Stored data =>
________
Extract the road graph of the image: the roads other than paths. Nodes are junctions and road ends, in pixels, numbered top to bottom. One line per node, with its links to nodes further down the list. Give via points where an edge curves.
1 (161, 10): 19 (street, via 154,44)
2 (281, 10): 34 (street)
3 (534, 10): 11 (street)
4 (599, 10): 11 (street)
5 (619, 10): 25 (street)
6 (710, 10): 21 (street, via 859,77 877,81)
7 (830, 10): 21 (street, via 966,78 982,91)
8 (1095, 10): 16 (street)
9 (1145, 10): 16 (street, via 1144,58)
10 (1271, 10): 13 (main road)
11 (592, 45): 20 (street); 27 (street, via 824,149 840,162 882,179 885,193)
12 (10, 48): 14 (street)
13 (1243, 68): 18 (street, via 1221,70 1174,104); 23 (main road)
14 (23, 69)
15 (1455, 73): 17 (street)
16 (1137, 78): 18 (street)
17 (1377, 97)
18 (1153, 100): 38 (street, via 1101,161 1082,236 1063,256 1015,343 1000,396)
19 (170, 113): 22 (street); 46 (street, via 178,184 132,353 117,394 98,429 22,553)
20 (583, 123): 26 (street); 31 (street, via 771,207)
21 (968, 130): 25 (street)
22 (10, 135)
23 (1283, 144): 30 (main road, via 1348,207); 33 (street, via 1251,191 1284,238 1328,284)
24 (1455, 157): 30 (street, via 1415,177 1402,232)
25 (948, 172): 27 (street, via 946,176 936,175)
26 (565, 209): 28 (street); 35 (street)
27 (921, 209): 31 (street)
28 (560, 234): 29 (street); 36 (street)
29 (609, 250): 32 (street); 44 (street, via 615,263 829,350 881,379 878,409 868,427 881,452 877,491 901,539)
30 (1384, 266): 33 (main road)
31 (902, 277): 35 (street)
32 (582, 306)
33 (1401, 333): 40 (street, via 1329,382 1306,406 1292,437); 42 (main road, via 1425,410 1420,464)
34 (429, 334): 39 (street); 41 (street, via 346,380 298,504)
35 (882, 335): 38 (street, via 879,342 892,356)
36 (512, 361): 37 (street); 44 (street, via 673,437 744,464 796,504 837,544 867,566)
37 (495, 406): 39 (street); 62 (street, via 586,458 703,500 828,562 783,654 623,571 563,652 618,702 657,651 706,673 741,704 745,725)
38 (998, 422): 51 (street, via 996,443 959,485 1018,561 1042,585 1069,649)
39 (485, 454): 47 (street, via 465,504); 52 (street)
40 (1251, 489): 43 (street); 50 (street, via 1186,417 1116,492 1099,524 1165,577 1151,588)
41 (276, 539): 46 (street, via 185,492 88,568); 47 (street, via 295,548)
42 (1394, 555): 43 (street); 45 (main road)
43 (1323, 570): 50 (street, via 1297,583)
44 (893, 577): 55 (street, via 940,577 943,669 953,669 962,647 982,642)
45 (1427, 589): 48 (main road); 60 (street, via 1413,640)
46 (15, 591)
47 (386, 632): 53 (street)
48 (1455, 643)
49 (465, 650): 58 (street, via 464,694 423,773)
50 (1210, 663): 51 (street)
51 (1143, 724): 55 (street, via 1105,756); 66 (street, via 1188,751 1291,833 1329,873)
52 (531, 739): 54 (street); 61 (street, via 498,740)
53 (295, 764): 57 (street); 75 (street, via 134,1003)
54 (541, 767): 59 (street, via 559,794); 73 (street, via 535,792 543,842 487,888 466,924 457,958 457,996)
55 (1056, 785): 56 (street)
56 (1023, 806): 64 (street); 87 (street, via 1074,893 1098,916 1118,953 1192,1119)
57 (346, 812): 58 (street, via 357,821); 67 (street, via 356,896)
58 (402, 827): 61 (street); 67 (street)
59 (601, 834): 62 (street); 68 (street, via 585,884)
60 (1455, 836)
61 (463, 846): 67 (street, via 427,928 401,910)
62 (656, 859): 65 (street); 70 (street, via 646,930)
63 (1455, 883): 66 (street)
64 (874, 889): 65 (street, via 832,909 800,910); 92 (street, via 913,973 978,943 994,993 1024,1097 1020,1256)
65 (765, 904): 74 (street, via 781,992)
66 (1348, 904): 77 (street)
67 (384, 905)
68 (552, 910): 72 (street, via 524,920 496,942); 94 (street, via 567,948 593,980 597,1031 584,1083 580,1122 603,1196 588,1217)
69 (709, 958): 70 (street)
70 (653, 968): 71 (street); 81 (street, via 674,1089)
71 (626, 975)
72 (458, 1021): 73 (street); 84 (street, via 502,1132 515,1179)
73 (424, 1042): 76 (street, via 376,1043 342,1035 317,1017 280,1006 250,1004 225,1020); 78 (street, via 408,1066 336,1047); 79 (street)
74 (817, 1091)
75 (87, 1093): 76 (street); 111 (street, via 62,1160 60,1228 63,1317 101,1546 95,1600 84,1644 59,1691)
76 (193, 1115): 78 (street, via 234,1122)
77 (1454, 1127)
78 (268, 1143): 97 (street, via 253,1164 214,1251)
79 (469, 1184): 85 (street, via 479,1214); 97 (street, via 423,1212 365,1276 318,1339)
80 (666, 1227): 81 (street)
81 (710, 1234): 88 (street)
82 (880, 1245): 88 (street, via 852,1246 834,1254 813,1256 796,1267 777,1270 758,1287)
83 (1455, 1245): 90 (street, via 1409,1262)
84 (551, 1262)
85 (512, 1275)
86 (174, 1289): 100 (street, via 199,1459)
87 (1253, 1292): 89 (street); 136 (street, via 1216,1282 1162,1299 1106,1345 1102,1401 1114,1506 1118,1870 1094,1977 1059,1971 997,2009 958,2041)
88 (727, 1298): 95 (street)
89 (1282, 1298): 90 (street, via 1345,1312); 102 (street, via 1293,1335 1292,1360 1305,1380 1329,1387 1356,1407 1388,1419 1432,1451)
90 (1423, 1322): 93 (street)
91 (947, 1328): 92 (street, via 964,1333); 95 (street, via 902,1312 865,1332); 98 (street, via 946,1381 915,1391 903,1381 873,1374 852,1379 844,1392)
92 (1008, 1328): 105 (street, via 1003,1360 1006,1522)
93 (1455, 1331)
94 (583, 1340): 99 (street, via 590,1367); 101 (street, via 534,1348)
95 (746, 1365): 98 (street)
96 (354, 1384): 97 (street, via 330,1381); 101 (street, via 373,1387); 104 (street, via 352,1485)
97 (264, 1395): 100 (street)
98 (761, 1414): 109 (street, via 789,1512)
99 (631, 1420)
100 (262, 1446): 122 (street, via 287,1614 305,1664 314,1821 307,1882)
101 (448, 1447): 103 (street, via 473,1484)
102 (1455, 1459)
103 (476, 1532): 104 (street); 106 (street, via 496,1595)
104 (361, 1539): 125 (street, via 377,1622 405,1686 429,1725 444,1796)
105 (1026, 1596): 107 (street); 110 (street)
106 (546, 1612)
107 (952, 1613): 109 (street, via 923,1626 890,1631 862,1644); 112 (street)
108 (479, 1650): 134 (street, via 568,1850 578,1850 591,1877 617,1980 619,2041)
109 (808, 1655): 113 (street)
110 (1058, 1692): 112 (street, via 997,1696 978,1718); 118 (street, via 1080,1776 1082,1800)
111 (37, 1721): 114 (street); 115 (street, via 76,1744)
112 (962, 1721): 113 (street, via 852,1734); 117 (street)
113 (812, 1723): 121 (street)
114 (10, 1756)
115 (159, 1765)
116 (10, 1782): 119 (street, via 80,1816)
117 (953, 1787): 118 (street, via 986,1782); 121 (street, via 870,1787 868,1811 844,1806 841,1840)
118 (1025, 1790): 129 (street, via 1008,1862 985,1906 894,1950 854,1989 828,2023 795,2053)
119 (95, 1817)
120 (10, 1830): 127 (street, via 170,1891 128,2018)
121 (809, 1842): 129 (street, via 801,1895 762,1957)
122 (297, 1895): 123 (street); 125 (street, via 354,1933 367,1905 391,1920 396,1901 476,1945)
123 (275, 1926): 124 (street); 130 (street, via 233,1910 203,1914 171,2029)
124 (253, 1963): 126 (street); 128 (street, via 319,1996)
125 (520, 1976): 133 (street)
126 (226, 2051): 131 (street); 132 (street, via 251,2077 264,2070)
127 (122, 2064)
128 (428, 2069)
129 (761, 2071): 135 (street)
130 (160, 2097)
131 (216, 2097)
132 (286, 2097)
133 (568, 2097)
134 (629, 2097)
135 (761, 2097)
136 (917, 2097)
________
What to produce =>
Filter the records for the word "road" and show every line that has it.

Solution below =>
Extract the road graph of the image: the roads other than paths. Nodes are junctions and road ends, in pixels, numbered top to bottom. One line per node, with its links to nodes further down the list. Give via points where an edge curves.
10 (1271, 10): 13 (main road)
13 (1243, 68): 18 (street, via 1221,70 1174,104); 23 (main road)
23 (1283, 144): 30 (main road, via 1348,207); 33 (street, via 1251,191 1284,238 1328,284)
30 (1384, 266): 33 (main road)
33 (1401, 333): 40 (street, via 1329,382 1306,406 1292,437); 42 (main road, via 1425,410 1420,464)
42 (1394, 555): 43 (street); 45 (main road)
45 (1427, 589): 48 (main road); 60 (street, via 1413,640)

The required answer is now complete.